In fact, von Eschenbach wrote in a 2012 Wall Street Journal op-ed piece that a shift was under way. He cited a 2012 California survey of life-science CEOs, which found that 80% of respondents didn’t consider the FDA’s approval process to be the world’s best and that 81% believed that by 2017, some other country could surpass the U.S. as the nation that bestows a sort of global Good Housekeeping seal, potentially engendering a mass exodus of research-and-development jobs.
An expert tells me that some clinical-device manufacturers are seriously discussing developing their products in the U.S., refining them and obtaining regulatory approval for their sale in the EU, and then manufacturing and hawking the final product in China, which has the globe’s fastest-growing middle class. The companies are reluctant to pull all of their R&D from the U.S. because we still lead the world in intellectual capital by virtue of our universities and cancer and research centers. No other country can match our current research infrastructure.

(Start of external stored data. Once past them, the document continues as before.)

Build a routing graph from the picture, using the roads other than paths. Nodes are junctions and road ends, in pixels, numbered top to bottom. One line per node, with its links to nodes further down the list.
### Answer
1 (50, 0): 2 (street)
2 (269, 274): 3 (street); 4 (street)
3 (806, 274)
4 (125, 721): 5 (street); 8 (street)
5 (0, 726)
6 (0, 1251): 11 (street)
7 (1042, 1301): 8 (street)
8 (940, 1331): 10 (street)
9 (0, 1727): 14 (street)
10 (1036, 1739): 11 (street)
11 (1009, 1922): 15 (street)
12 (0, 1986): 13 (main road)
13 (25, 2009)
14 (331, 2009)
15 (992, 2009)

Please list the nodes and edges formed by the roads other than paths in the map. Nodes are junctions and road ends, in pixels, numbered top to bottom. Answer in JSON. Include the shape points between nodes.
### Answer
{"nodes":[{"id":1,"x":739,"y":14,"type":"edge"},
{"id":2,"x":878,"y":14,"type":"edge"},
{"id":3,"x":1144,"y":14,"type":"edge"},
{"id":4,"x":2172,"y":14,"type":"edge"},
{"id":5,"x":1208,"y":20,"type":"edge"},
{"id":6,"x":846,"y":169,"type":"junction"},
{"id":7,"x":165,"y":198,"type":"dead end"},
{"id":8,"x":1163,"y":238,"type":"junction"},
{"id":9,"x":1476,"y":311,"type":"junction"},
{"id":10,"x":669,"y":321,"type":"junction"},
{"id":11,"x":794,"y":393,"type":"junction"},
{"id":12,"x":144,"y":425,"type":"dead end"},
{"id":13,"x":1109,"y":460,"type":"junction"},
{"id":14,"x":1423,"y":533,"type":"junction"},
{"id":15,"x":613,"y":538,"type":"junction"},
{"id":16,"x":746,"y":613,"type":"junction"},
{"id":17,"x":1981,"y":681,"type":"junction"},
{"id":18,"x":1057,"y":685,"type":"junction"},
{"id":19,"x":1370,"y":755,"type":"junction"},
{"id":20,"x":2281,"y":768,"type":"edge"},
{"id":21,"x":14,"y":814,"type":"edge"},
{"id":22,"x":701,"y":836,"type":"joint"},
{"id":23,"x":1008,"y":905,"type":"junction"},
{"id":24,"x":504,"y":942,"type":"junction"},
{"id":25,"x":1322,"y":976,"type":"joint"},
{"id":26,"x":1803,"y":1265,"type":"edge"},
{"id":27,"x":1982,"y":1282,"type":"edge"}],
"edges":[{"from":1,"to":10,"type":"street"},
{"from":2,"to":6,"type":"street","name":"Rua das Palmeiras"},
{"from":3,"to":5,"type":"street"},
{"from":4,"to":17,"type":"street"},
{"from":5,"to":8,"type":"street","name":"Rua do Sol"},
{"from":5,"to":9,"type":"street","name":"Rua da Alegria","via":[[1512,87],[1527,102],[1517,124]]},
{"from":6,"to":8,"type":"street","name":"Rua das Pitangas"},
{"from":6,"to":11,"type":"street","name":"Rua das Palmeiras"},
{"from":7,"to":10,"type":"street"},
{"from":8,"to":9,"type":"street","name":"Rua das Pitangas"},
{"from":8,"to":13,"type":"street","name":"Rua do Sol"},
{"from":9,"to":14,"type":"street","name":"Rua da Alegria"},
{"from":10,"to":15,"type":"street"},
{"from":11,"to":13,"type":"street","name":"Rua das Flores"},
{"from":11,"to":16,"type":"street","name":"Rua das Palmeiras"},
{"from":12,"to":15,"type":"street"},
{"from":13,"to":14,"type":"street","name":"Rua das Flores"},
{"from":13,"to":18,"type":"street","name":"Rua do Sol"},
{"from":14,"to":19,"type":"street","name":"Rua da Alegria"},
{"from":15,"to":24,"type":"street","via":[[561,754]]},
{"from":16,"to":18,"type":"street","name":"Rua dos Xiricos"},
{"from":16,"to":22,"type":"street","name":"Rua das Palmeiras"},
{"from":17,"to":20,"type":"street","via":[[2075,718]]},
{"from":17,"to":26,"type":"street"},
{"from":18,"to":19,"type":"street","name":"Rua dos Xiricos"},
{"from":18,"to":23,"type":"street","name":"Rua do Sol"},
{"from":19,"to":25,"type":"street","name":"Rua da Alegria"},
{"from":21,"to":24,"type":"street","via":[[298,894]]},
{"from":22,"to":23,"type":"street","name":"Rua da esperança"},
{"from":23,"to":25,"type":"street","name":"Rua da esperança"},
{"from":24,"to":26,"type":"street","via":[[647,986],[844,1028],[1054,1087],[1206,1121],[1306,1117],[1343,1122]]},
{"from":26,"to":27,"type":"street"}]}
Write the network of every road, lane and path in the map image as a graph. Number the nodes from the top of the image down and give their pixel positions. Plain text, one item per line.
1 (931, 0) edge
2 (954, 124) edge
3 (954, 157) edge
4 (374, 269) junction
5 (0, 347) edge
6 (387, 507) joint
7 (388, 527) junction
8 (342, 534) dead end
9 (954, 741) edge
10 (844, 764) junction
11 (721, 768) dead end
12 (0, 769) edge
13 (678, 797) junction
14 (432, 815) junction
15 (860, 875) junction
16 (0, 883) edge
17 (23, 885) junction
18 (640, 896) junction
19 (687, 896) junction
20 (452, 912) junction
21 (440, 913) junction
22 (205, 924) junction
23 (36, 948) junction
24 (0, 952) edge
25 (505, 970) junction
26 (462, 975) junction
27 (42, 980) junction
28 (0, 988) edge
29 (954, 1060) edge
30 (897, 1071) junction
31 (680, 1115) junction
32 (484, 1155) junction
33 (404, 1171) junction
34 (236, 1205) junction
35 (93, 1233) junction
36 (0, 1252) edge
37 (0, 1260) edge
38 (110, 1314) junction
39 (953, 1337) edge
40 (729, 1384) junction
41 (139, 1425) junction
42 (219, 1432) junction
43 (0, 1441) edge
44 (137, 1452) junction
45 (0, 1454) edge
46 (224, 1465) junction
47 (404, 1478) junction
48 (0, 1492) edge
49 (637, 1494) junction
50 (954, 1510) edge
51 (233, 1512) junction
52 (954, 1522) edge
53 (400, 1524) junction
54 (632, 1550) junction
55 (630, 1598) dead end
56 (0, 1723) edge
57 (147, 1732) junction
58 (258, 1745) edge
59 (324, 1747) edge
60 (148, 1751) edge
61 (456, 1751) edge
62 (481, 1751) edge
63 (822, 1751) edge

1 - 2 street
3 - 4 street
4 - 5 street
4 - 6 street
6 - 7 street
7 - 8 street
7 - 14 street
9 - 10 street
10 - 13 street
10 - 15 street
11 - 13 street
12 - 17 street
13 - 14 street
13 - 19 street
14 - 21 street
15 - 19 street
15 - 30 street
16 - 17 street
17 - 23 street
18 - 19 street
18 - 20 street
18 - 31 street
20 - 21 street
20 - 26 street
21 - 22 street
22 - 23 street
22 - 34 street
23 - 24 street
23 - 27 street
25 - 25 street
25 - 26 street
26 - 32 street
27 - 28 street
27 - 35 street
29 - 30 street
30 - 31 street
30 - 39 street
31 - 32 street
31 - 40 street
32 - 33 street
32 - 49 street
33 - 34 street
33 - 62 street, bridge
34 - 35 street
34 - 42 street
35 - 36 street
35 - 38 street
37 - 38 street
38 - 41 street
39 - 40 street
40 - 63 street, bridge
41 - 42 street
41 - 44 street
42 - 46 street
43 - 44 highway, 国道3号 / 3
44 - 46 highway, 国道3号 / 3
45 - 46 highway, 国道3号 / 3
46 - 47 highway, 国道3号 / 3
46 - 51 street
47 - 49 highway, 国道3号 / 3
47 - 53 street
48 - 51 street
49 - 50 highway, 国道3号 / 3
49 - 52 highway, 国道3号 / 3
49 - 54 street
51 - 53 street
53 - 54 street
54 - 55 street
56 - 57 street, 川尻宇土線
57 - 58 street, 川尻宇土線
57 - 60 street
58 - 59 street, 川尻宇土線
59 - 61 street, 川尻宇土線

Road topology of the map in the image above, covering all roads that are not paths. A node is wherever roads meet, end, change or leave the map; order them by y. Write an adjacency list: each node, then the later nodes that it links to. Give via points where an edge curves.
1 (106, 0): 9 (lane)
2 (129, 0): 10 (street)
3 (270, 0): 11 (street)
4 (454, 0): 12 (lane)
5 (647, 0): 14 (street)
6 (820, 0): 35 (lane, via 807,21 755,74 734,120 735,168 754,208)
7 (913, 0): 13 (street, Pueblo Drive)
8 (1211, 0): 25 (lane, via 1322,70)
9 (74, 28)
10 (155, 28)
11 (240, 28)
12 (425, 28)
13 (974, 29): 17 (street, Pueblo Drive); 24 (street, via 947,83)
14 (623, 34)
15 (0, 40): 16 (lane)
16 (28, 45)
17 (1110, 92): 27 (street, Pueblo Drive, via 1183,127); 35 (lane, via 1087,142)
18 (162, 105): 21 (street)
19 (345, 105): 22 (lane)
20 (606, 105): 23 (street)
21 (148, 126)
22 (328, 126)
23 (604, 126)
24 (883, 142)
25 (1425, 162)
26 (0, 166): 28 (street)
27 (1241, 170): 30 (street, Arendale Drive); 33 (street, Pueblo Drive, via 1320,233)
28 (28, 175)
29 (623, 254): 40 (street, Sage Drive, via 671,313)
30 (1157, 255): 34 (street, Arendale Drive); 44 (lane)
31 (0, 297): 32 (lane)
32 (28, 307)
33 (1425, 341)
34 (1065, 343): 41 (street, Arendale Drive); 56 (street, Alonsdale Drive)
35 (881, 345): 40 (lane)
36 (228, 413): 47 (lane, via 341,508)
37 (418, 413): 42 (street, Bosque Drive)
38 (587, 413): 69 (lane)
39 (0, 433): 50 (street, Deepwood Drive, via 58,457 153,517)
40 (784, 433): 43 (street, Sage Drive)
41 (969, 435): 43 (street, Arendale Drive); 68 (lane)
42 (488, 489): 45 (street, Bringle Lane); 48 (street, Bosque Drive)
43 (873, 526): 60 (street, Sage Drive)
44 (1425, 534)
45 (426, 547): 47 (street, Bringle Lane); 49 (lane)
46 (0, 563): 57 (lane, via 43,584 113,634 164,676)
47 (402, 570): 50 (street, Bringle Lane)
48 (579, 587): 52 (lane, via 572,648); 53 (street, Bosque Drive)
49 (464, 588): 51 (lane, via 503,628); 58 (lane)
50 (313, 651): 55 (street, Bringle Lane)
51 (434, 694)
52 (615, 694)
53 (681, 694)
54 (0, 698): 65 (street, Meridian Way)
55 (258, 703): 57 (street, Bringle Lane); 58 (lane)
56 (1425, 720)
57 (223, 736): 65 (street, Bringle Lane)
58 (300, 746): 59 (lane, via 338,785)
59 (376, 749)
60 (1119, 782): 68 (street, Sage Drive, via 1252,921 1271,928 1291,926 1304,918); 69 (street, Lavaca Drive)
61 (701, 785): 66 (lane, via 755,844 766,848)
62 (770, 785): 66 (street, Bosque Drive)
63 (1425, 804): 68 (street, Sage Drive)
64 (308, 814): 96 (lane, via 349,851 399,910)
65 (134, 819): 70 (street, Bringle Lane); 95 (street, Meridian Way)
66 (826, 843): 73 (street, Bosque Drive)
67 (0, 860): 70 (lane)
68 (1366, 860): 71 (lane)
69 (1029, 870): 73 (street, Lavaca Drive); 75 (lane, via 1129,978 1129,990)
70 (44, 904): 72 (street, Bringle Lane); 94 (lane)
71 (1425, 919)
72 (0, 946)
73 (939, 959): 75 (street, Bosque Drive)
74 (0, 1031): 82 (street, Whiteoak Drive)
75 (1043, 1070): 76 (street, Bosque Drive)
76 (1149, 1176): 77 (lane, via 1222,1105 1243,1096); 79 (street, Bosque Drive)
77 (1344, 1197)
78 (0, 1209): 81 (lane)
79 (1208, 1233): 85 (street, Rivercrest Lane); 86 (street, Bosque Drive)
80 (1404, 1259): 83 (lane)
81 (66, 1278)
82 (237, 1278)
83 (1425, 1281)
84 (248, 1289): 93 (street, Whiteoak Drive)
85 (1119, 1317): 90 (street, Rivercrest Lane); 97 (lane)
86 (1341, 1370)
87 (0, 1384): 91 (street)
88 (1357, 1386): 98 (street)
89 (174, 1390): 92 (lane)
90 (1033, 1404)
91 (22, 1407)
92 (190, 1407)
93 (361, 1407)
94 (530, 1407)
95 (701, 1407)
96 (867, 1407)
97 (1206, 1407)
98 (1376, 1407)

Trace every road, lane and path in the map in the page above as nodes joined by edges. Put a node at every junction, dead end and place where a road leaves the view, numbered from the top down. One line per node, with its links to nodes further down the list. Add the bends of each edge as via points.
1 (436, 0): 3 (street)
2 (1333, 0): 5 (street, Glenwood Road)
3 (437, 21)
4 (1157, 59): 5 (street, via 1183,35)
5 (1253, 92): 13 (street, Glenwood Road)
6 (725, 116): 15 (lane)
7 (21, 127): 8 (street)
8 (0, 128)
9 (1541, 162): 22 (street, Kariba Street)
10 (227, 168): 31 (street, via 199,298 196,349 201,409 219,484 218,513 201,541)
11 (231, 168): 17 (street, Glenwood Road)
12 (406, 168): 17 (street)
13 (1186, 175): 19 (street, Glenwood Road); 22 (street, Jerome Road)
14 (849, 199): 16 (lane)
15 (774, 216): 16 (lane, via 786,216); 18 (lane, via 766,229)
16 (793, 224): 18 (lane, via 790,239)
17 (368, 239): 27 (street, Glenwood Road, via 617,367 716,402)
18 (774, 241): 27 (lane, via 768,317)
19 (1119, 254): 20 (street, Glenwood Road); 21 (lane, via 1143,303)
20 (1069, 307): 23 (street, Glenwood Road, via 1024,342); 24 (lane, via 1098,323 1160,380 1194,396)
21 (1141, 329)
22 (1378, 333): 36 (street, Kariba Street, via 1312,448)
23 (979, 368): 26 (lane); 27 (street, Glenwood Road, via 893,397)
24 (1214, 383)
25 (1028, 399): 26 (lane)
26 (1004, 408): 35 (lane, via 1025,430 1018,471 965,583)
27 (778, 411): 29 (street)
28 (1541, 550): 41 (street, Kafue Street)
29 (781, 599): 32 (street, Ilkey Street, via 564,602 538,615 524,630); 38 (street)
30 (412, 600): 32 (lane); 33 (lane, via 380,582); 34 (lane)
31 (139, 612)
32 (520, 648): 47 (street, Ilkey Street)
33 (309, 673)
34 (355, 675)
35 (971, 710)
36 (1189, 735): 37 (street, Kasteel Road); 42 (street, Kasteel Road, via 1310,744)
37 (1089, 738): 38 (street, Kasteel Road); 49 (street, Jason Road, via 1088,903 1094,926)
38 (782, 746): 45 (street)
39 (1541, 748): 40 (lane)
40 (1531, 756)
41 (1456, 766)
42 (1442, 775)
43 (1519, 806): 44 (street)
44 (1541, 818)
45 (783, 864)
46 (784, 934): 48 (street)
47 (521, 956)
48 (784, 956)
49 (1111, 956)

THE MOST IMPORTANT PROPOSAL in the House bill is the required emphasis on “biomarkers” by the FDA when it is determining the efficacy of a drug or therapy. This would encourage the agency to approve a product that works in a small group of patients sharing certain genetic traits. The current process requires medicines to work reliably among a larger, more general clinical-trial population in order to be approved.
The approach is a keystone of the smaller, $215 million Precision Medicine Initiative that President Barack Obama unveiled in his 2015 State of the Union address. A one-size-fits-all-approach to developing treatments, the Obama administration said, can be “very successful for some patients, but not for others.” And the administration added, “This is changing with the emergence of precision medicine, an innovative approach to disease prevention and treatment that takes into account individual differences in people’s genes, environments, and lifestyles.”
To aid in the discovery of breakthroughs, red tape that discourages NIH scientists from traveling to conferences to share ideas would be cut. And a private-public nonprofit corporation with NIH representation would be established to foster scientific collaboration among the research community. During the product-development phase, companies would interact with the FDA early, to ensure that their products were in line with regulatory expectations. The aim would be to reduce the multiple rounds of FDA reviews that often occur. And during the development cycle, desperately ill persons would have easier access to highly promising experimental drugs.
Upton told the New York Times in April that the bill is an opportunity for Congress to “do something big.” Make that “do something gigantic.”